Magnetic interactions as a pivotal determinant in stabilizing a novel AgIIAgIIIF5 polymorph with high spin AgIII

TL;DR

This paper introduces a new monoclinic AgIIAgIIIF5 polymorph with high spin AgIII, showing magnetic interactions are key to its stability, supported by theoretical calculations matching experimental data.

Contribution

It presents the first theoretical prediction and analysis of a high spin AgIII polymorph stabilized by magnetic interactions, supported by lattice and magnetic property calculations.

Findings

The monoclinic form is more stable than the triclinic form at ambient conditions.

Strong antiferromagnetic superexchange exists between silver cations.
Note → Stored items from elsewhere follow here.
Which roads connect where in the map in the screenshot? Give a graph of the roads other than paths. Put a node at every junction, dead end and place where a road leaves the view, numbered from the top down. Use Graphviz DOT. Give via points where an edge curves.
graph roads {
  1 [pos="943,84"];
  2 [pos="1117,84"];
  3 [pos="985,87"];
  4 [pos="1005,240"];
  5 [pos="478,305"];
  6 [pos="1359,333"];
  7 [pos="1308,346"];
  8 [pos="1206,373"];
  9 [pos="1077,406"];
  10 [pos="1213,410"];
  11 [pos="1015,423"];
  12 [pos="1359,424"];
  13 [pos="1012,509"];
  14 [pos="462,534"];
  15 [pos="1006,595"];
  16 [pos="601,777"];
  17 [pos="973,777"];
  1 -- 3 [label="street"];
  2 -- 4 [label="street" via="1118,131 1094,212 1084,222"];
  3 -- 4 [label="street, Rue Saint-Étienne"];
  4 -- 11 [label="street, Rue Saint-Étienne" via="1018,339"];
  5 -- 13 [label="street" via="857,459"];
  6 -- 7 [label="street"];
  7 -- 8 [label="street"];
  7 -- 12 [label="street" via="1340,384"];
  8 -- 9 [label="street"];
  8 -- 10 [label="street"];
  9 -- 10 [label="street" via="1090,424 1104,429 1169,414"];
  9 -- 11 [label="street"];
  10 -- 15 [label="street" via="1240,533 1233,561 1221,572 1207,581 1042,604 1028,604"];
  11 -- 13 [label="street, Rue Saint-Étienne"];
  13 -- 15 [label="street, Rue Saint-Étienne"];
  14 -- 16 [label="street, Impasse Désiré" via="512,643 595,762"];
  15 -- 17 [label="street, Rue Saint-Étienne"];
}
Magnetic interactions stabilize the high spin AgIII polymorph.

Abstract

Based on theoretical calculations, we introduce a new AgIIAgIIIF5 monoclinic polymorph with a rare high spin AgIII. Our analysis of the experimental xray diffraction data available in the literature reveals that this polymorph was likely prepared in the past in a mixture with the triclinic form of the same compound. Theoretical calculations reproduce very well the lattice parameters of both forms. Calculations suggest that under ambient conditions, the monoclinic form is the more energetically stable phase of Ag2F5. We predict a strong one-dimensional antiferromagnetic superexchange between silver cations of different valences with superexchange constant of minus 207 meV (hybrid functional result). The polymorph with high spin AgIII owes its stability over the one with low spin AgIII, to these magnetic interactions.